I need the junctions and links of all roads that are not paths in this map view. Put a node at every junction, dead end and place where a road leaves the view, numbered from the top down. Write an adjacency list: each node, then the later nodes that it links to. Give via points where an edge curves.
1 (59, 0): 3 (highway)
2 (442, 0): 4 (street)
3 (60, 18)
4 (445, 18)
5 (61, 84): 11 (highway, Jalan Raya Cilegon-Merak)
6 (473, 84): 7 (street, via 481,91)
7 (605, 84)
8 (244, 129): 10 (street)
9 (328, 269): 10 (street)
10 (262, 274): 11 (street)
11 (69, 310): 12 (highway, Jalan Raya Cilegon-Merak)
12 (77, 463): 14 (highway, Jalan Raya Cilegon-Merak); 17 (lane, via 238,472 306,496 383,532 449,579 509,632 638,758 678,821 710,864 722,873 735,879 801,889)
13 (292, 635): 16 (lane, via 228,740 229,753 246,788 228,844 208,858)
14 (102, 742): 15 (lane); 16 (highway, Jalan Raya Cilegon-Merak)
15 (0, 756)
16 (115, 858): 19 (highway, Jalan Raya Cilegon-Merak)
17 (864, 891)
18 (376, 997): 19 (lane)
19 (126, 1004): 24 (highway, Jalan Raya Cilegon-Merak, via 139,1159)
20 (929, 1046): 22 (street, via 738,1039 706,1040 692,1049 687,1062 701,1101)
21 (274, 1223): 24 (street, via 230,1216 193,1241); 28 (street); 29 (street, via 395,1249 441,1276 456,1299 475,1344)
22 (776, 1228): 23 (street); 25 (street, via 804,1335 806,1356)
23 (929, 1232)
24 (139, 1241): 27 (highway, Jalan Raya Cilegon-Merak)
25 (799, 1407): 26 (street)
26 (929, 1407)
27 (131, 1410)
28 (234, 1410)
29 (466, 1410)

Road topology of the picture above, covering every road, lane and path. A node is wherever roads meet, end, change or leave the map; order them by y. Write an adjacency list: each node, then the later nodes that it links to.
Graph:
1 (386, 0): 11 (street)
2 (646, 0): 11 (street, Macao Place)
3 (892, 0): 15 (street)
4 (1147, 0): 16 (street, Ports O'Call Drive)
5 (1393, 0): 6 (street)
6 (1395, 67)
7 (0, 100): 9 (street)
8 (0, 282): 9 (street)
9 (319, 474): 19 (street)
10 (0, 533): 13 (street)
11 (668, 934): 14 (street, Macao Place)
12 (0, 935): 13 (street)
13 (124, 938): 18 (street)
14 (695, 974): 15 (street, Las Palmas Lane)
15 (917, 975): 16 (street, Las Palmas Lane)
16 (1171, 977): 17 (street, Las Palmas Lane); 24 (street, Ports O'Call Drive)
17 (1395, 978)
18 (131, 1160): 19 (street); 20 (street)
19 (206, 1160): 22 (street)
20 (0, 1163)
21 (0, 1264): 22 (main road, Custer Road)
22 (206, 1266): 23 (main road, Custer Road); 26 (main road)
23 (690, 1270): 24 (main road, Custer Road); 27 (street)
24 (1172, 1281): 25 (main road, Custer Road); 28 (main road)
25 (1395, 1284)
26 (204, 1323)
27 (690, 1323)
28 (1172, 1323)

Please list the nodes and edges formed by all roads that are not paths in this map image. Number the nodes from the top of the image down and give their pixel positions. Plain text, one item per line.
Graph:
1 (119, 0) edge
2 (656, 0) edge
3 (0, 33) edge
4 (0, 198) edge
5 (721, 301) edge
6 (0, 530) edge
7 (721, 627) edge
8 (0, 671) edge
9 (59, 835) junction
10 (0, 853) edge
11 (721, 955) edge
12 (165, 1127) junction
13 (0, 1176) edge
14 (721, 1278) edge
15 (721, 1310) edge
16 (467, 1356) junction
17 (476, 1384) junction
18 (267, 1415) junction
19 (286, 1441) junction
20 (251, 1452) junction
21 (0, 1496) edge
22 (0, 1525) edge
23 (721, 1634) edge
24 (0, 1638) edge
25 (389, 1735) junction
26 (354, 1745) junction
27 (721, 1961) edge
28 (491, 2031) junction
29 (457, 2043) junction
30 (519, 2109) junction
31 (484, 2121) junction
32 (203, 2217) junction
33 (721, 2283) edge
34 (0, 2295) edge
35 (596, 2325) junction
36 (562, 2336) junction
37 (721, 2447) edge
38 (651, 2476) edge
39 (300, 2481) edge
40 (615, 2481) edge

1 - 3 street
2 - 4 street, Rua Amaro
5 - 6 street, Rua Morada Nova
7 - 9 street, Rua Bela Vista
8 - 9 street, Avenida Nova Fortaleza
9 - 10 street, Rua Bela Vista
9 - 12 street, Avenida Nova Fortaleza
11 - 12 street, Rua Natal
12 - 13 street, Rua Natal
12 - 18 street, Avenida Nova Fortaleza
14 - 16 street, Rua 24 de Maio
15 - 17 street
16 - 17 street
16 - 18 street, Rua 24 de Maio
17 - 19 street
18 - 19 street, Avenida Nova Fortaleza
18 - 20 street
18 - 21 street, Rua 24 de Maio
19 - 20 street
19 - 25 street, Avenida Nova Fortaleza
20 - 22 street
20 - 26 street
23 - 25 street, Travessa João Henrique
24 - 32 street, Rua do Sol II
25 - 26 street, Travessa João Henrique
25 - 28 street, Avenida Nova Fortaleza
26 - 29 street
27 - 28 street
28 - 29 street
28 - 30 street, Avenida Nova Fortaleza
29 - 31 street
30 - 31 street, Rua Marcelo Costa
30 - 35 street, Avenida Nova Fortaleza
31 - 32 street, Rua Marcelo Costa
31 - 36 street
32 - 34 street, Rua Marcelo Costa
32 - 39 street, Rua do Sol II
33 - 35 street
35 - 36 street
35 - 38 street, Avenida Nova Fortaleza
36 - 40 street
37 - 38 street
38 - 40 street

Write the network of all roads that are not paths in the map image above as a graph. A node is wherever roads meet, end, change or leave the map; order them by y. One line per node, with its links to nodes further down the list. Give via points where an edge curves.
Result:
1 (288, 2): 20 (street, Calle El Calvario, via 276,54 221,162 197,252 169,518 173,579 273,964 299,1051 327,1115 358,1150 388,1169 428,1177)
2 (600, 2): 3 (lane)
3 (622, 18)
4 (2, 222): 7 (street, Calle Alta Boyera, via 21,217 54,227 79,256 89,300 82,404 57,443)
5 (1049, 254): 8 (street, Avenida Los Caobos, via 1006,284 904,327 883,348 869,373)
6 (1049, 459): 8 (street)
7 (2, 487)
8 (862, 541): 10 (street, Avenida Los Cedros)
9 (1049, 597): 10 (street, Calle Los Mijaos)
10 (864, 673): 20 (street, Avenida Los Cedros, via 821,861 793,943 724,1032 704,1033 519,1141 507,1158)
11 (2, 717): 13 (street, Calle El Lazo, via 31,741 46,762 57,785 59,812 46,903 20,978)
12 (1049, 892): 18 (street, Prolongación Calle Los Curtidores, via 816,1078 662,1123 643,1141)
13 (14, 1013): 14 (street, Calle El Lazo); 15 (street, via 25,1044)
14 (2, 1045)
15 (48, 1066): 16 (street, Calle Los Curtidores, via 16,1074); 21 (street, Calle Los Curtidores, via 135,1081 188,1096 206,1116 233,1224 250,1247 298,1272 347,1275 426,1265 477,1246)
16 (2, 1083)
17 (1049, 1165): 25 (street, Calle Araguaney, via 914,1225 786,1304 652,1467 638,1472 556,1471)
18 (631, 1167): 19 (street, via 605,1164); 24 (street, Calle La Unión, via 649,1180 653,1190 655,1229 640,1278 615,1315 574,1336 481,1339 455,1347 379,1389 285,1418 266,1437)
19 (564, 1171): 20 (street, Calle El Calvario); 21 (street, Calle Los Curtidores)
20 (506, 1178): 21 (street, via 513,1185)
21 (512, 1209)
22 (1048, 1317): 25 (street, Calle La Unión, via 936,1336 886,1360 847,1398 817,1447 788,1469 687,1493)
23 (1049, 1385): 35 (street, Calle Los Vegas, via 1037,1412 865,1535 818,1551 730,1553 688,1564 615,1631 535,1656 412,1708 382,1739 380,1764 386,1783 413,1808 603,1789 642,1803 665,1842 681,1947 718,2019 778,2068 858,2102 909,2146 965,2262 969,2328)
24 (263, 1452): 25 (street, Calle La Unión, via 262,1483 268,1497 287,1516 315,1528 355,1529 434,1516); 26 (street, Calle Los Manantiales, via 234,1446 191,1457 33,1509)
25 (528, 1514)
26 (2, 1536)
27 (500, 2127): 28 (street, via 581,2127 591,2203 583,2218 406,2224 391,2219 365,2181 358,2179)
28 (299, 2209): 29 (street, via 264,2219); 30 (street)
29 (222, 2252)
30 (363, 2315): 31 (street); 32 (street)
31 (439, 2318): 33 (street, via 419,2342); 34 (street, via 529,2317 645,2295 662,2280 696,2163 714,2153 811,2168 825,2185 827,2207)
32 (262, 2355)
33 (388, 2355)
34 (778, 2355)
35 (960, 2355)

=-=-=-=-=

## [Work item]
Write out the lines of the entries, word for word, from the first through the one containing "Road topology of", and stop at that line.

## [Solution to this task]
I need the junctions and links of all roads that are not paths in this map view. Put a node at every junction, dead end and place where a road leaves the view, numbered from the top down. Write an adjacency list: each node, then the later nodes that it links to. Give via points where an edge curves.
1 (59, 0): 3 (highway)
2 (442, 0): 4 (street)
3 (60, 18)
4 (445, 18)
5 (61, 84): 11 (highway, Jalan Raya Cilegon-Merak)
6 (473, 84): 7 (street, via 481,91)
7 (605, 84)
8 (244, 129): 10 (street)
9 (328, 269): 10 (street)
10 (262, 274): 11 (street)
11 (69, 310): 12 (highway, Jalan Raya Cilegon-Merak)
12 (77, 463): 14 (highway, Jalan Raya Cilegon-Merak); 17 (lane, via 238,472 306,496 383,532 449,579 509,632 638,758 678,821 710,864 722,873 735,879 801,889)
13 (292, 635): 16 (lane, via 228,740 229,753 246,788 228,844 208,858)
14 (102, 742): 15 (lane); 16 (highway, Jalan Raya Cilegon-Merak)
15 (0, 756)
16 (115, 858): 19 (highway, Jalan Raya Cilegon-Merak)
17 (864, 891)
18 (376, 997): 19 (lane)
19 (126, 1004): 24 (highway, Jalan Raya Cilegon-Merak, via 139,1159)
20 (929, 1046): 22 (street, via 738,1039 706,1040 692,1049 687,1062 701,1101)
21 (274, 1223): 24 (street, via 230,1216 193,1241); 28 (street); 29 (street, via 395,1249 441,1276 456,1299 475,1344)
22 (776, 1228): 23 (street); 25 (street, via 804,1335 806,1356)
23 (929, 1232)
24 (139, 1241): 27 (highway, Jalan Raya Cilegon-Merak)
25 (799, 1407): 26 (street)
26 (929, 1407)
27 (131, 1410)
28 (234, 1410)
29 (466, 1410)

Road topology of the picture above, covering every road, lane and path. A node is wherever roads meet, end, change or leave the map; order them by y. Write an adjacency list: each node, then the later nodes that it links to.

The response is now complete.